The 2022 Russia-Ukraine War demonstrates that cyberattacks continue to grow with cyber threat weaponization becoming a tool to maximize impact on multiple businesses and critical infrastructures important to national economies. Ensuring cyber resilience is predicated upon effective risk identification and mitigation. So now, it is more important than ever for organizations to put on a “digital flak jacket.”

The cyber insurance industry has an important role in improving and ensuring a global ecosystem of cyber resilience. However, cyber insurers and insured organizations lack a standardized framework to measure their cyber resilience. Instead, they rely on industry benchmarks for resource allocation and antiquated techniques for quantifying cyber risk.

As cyber incidents increase in frequency and intensify in their disruptive impacts, it is clear that higher cybersecurity spending does not necessarily drive better cyber maturity. Insurers have intimately experienced the effects of immature risk assessment methods when insuring organizations over the past two years, as the top 20 cyber insurers have recently posted record high loss ratios.

With the increased demand for cyber insurance, insurers are now positioned (and financially motivated) to influence the implementation of cyber resilience standards as part of an improved risk assessment methodology.

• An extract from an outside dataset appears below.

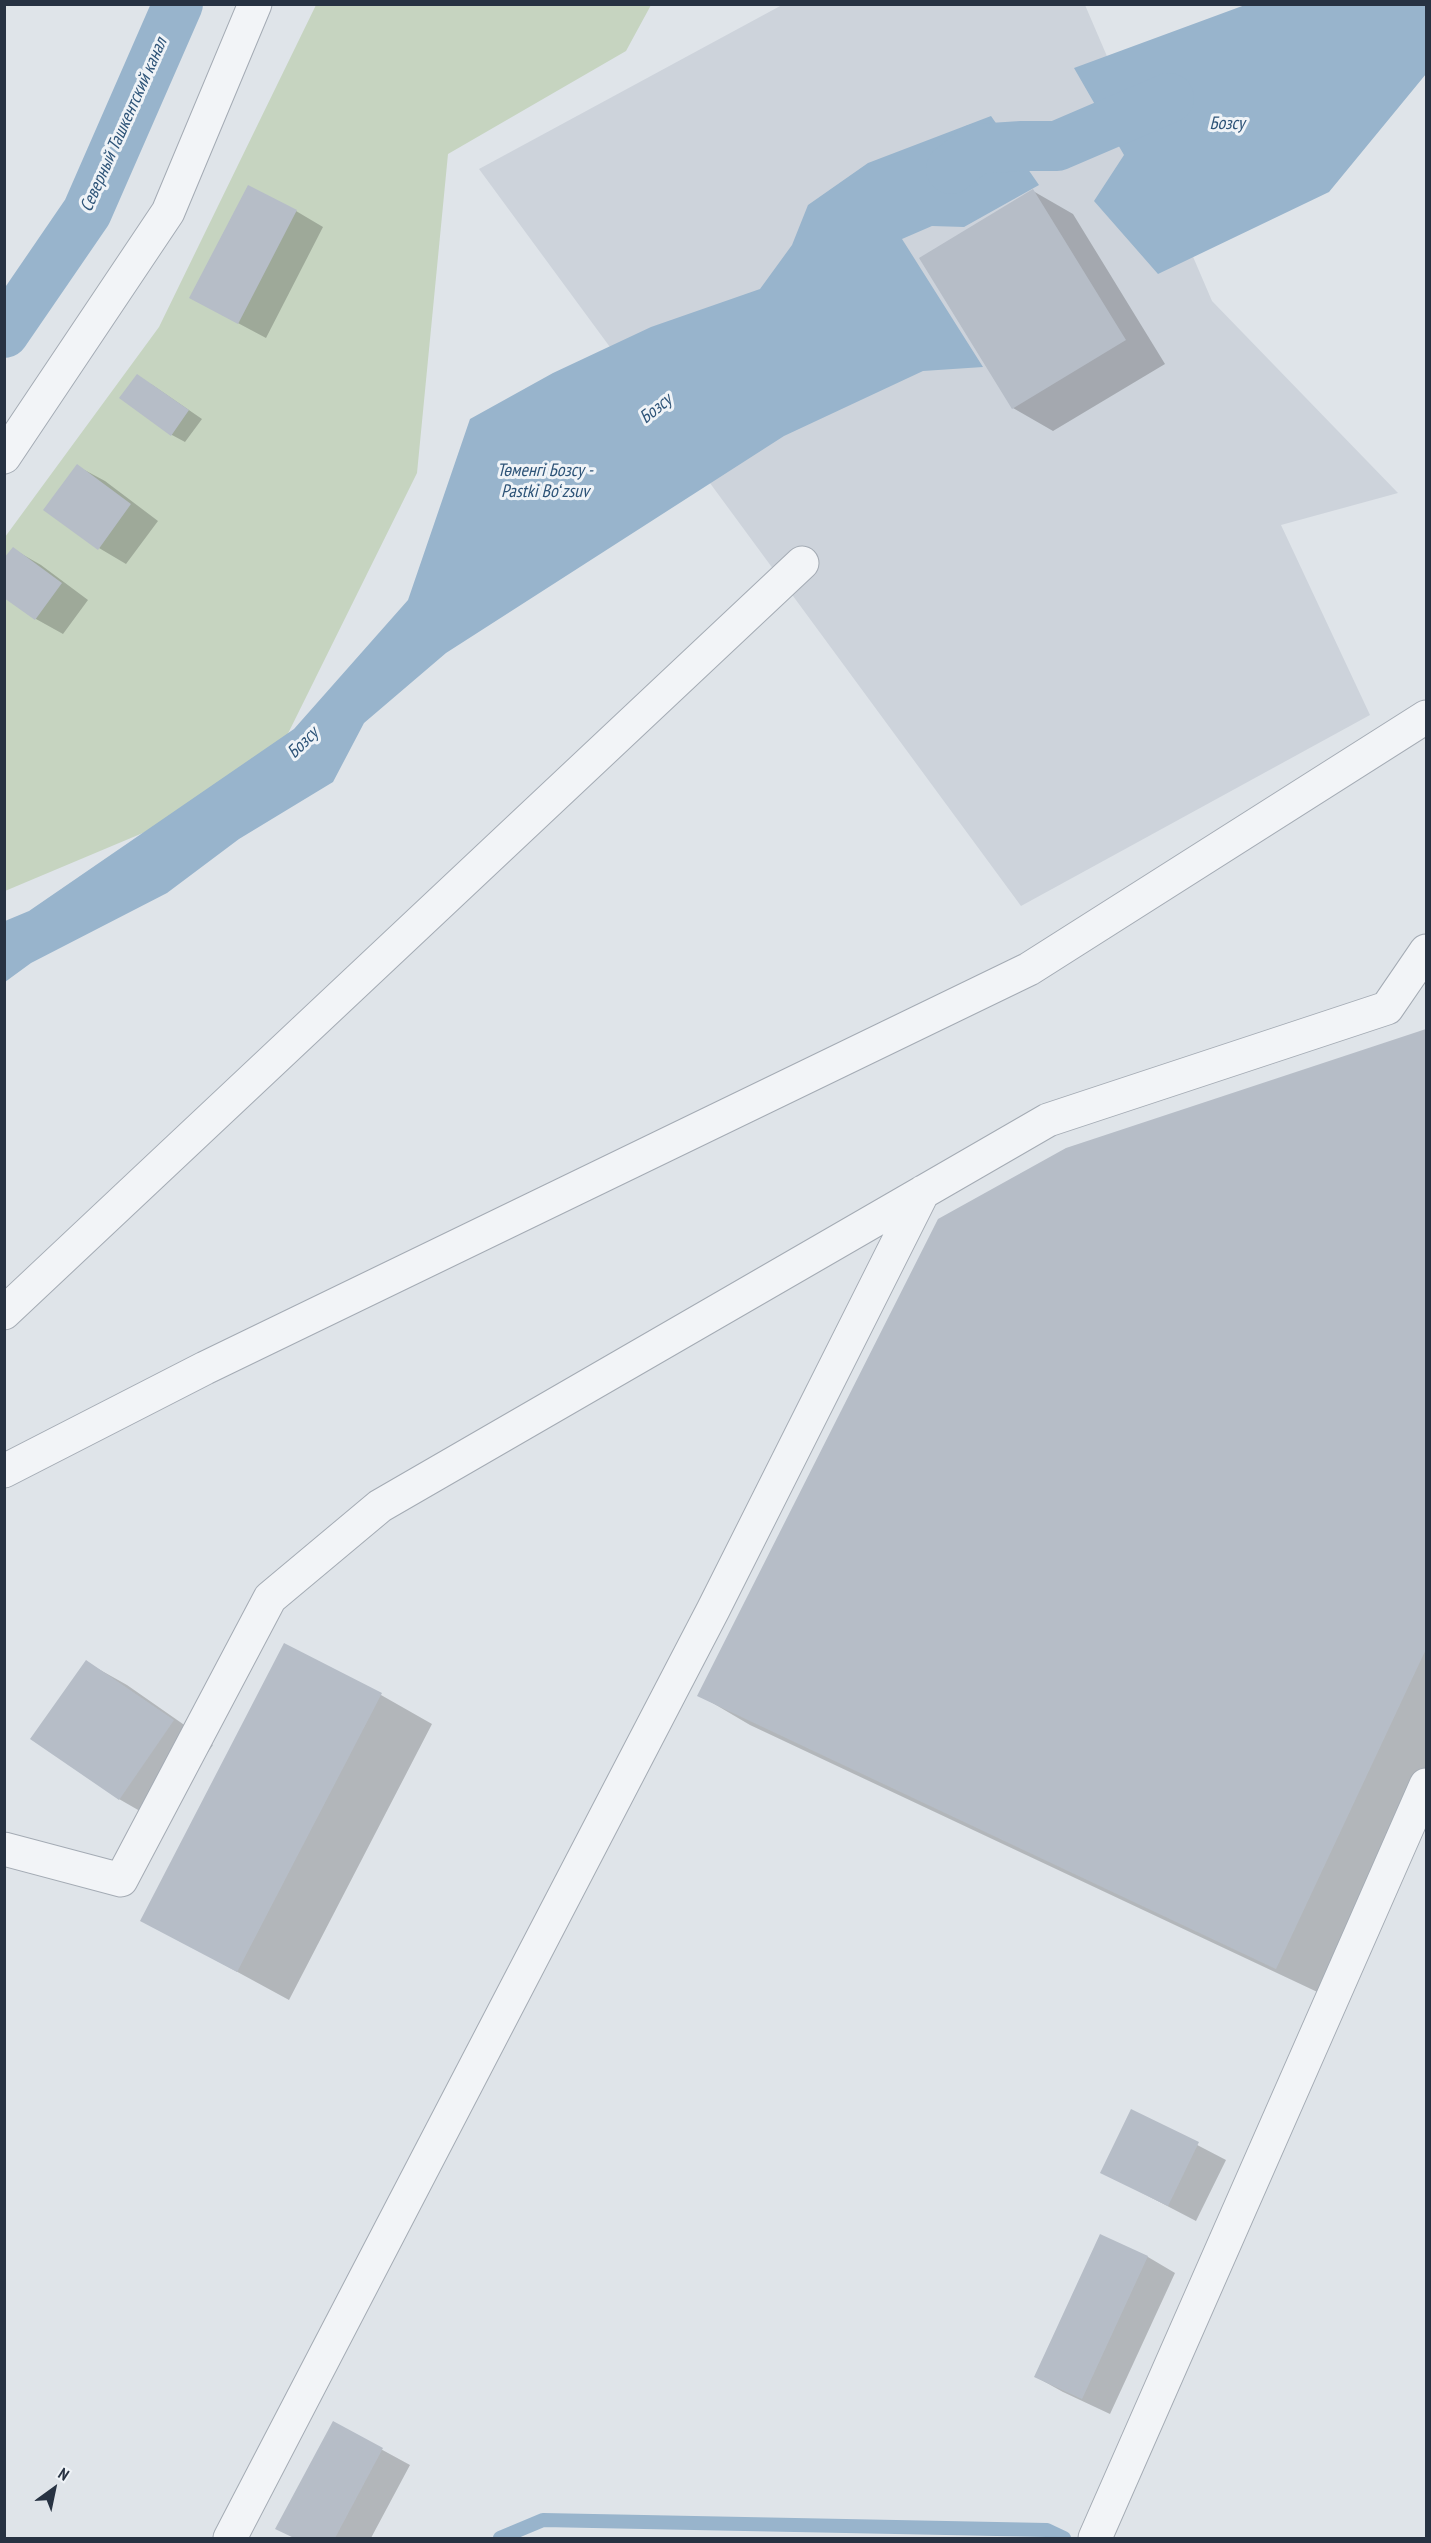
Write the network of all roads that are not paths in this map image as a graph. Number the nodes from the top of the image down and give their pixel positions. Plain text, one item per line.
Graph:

There are several ways cyber insurers are essential in improving cyber resilience.

1. Collaboration

Cyber insurers can collaborate with governments, regulators and organizations to continuously improve and prioritize actions based on current exposures to attacks as they are uniquely positioned to adopt cyber-resilience best practices and observe good security hygiene and behaviour.

Not only can they provide the right incentives to encourage resilient conduct but they are also financially invested in mitigating society’s cyber risk across sectors and geographies. As a result, their balance sheets are intrinsically linked to the cybersecurity success of others.

Standardizing cyber risk measurement techniques and governance principles is a win-win for insurance and society.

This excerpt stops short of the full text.